本の虫凪子の徘徊記録 -17ページ目

本の虫凪子の徘徊記録

新しく読んだ本、読み返した本の感想などを中心に、好きなものや好きなことについて気ままに書いていくブログです。

【再読】  山本一力『あかね空』 文春文庫

 

江戸時代を描いた作品、特に町人の暮らしをテーマとしたものが好きです。

と、いうわけで、本日はこちらの作品を再読しました。

豆腐屋の家族を中心に、江戸の町に生きる人々が生き生きと描かれています。

最近知りましたが、内野聖陽さん主演で映画化もされていたそうです。暇があれば鑑賞してみようと思います。

それでは、内容と感想を書いていきます。

 

以下、内容についての記載あり。未読の方はご注意ください。

 

「第一章」
主人公の永吉は二十五歳の豆腐職人です。自分の店を持つため、十二の頃から奉公していた京の店を出て、頼る者もいない江戸にたった一人でやって来ました。
身長179センチとこの時代ではかなりの巨漢なのですが、性格はおっとりと優しく、上方訛りの丁寧な話し方もあって人からは舐められやすいという厄介な特徴の持ち主です。
彼は貧しい農家の三男坊として生まれ、大飯食らいのため親に疎まれて育ちました。娘を売春婦として売り飛ばす程の貧しい家庭で、永吉もひどい扱いを受けていましたが、間引きしないだけ立派、という時代です。
奉公先の豆腐屋では水運びから始め、きつい仕事に何年も耐え続けることでようやく一人前の職人になりました。

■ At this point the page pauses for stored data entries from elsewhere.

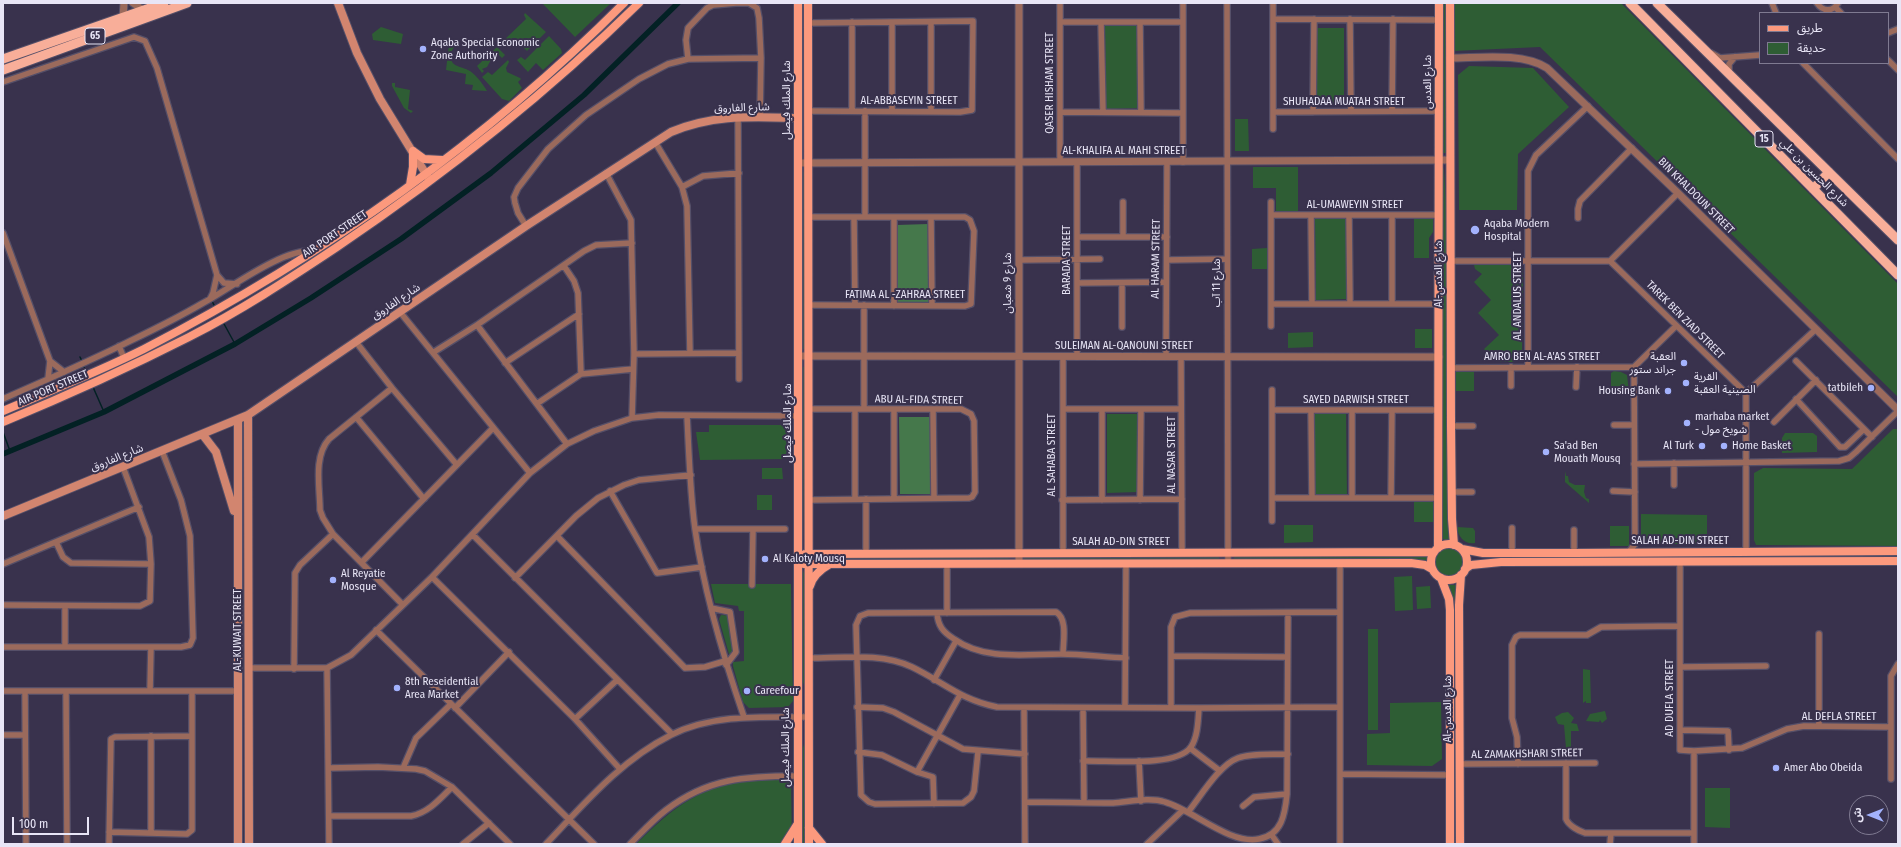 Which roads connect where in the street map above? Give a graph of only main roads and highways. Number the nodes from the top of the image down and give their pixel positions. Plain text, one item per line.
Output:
1 (164, 3) edge
2 (187, 3) edge
3 (338, 3) edge
4 (624, 3) edge
5 (639, 3) edge
6 (798, 3) edge
7 (808, 3) edge
8 (1439, 3) edge
9 (1450, 3) edge
10 (1630, 3) edge
11 (1660, 4) edge
12 (173, 5) edge
13 (3, 59) edge
14 (3, 70) edge
15 (798, 118) junction
16 (413, 151) junction
17 (443, 160) junction
18 (1439, 160) joint
19 (1829, 172) junction
20 (424, 173) junction
21 (431, 181) junction
22 (410, 185) junction
23 (1813, 189) junction
24 (1898, 240) edge
25 (1898, 275) edge
26 (3, 412) edge
27 (248, 415) junction
28 (238, 421) junction
29 (3, 422) edge
30 (203, 435) junction
31 (3, 516) edge
32 (238, 528) junction
33 (1454, 545) junction
34 (1462, 549) junction
35 (1436, 550) junction
36 (1898, 551) edge
37 (1849, 552) junction
38 (799, 554) junction
39 (809, 554) junction
40 (1562, 557) junction
41 (1850, 561) junction
42 (1898, 561) edge
43 (798, 564) junction
44 (809, 564) junction
45 (830, 564) junction
46 (1432, 568) junction
47 (1463, 572) junction
48 (1441, 578) junction
49 (809, 590) junction
50 (1450, 704) junction
51 (1459, 704) junction
52 (1450, 716) junction
53 (1459, 716) junction
54 (249, 795) junction
55 (238, 796) junction
56 (798, 825) junction
57 (809, 828) junction
58 (238, 844) edge
59 (249, 844) edge
60 (785, 844) edge
61 (798, 844) edge
62 (809, 844) edge
63 (822, 844) edge
64 (1450, 844) edge
65 (1460, 844) edge

1 - 13 highway, 65
2 - 12 highway, 65
3 - 16 main road
4 - 17 main road, AIR PORT STREET
5 - 21 main road, AIR PORT STREET
6 - 15 main road, شارع الملك فيصل
7 - 39 main road, شارع الملك فيصل
8 - 18 main road, شارع القدس
9 - 33 main road, Al-شارع القدس
10 - 23 highway, شارع الحسين بن علي / 15
11 - 19 highway, شارع الحسين بن علي / 15
12 - 14 highway, 65
15 - 27 main road, شارع الفاروق
15 - 38 main road, شارع الملك فيصل
16 - 17 main road
16 - 20 main road
16 - 22 main road
17 - 20 main road, AIR PORT STREET
18 - 35 main road, Al-شارع القدس
19 - 23 highway
19 - 24 highway, شارع الحسين بن علي / 15
20 - 21 main road
20 - 22 main road, AIR PORT STREET
21 - 29 main road, AIR PORT STREET
22 - 26 main road, AIR PORT STREET
23 - 25 highway, شارع الحسين بن علي / 15
27 - 28 main road, شارع الفاروق
27 - 54 main road, AL-KUWAIT STREET
28 - 30 main road, شارع الفاروق
28 - 32 main road, AL-KUWAIT STREET
30 - 31 main road, شارع الفاروق
30 - 32 main road
32 - 55 main road, AL-KUWAIT STREET
33 - 34 main road
33 - 35 main road
34 - 40 main road, SALAH AD-DIN STREET
34 - 47 main road
35 - 39 main road, SALAH AD-DIN STREET
35 - 46 main road
36 - 37 main road, SALAH AD-DIN STREET
37 - 40 main road, SALAH AD-DIN STREET
37 - 41 main road
38 - 39 main road, SALAH AD-DIN STREET
38 - 43 main road, شارع الملك فيصل
39 - 44 main road, شارع الملك فيصل
40 - 41 main road, SALAH AD-DIN STREET
40 - 47 main road, SALAH AD-DIN STREET
41 - 42 main road, SALAH AD-DIN STREET
43 - 44 main road, SALAH AD-DIN STREET
43 - 56 main road, شارع الملك فيصل
44 - 45 main road, SALAH AD-DIN STREET
44 - 49 main road, شارع الملك فيصل
45 - 46 main road, SALAH AD-DIN STREET
45 - 49 main road
46 - 48 main road
47 - 48 main road
47 - 51 main road, Al-شارع القدس
48 - 50 main road, Al-شارع القدس
49 - 57 main road, شارع الملك فيصل
50 - 51 main road
50 - 52 main road, Al-شارع القدس
51 - 53 main road, Al-شارع القدس
52 - 53 main road
52 - 64 main road, Al-شارع القدس
53 - 65 main road, Al-شارع القدس
54 - 55 main road
54 - 59 main road, AL-KUWAIT STREET
55 - 58 main road, AL-KUWAIT STREET
56 - 60 main road
56 - 61 main road, شارع الملك فيصل
57 - 62 main road, شارع الملك فيصل
57 - 63 main road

そんな彼がやって来たのは町人の町・深川。貧乏人たちが助け合って暮らす、これぞ江戸、といった雰囲気の場所です。
金だけ持ってほとんど身一つでやって来たにも関わらず、永吉が慣れない土地でスムーズに店を持つことができたのは、隣家の桶屋職人・源治の手助けあってこそ。桶などの道具を拵えてくれたり、店の普請にも協力してくれたり、頑固ですが人情味溢れる、良いオヤジさんです。
そしてその娘である、働き者で、ちょっと生意気ですが愛嬌のあるおふみ。この作品のヒロインです。永吉と出会った初日から運命のようなものを感じ、そわそわする様子が可愛らしい。買い物に付き合ったりと、江戸に慣れない永吉の世話を焼きます。

店構えは良いとして、肝心なのは永吉の作るお豆腐の方です。
京風と江戸前では豆腐の大きさも固さも違います。京豆腐は江戸豆腐の4分の1の大きさで、手で掴めないほど柔らかく崩れやすいのが特徴です。絹豆腐ですね。対して江戸のものは非常に固いのが特徴。固い豆腐に慣れた人々は、なかなか永吉の豆腐を買ってくれません。

江戸の豆腐は使う豆の量が少ないぶん豆乳が薄くなり、固めるときに重しで水を絞り出す必要がありますが、京風は豆を大量に使うので無理に絞る必要がなく、水分の残った状態で固まるため柔らかくなるそうです。
良い豆を惜しみなく使うため当然コストは掛かりますが、永吉は京前にこだわります。こういうところはやはり職人さんです。
が、全然売れません。買ってくれるのはおふみの他にはお婆さんが一人きりで、長屋の人たちはみんな担ぎ売りの嘉次郎から江戸前の豆腐を買っています。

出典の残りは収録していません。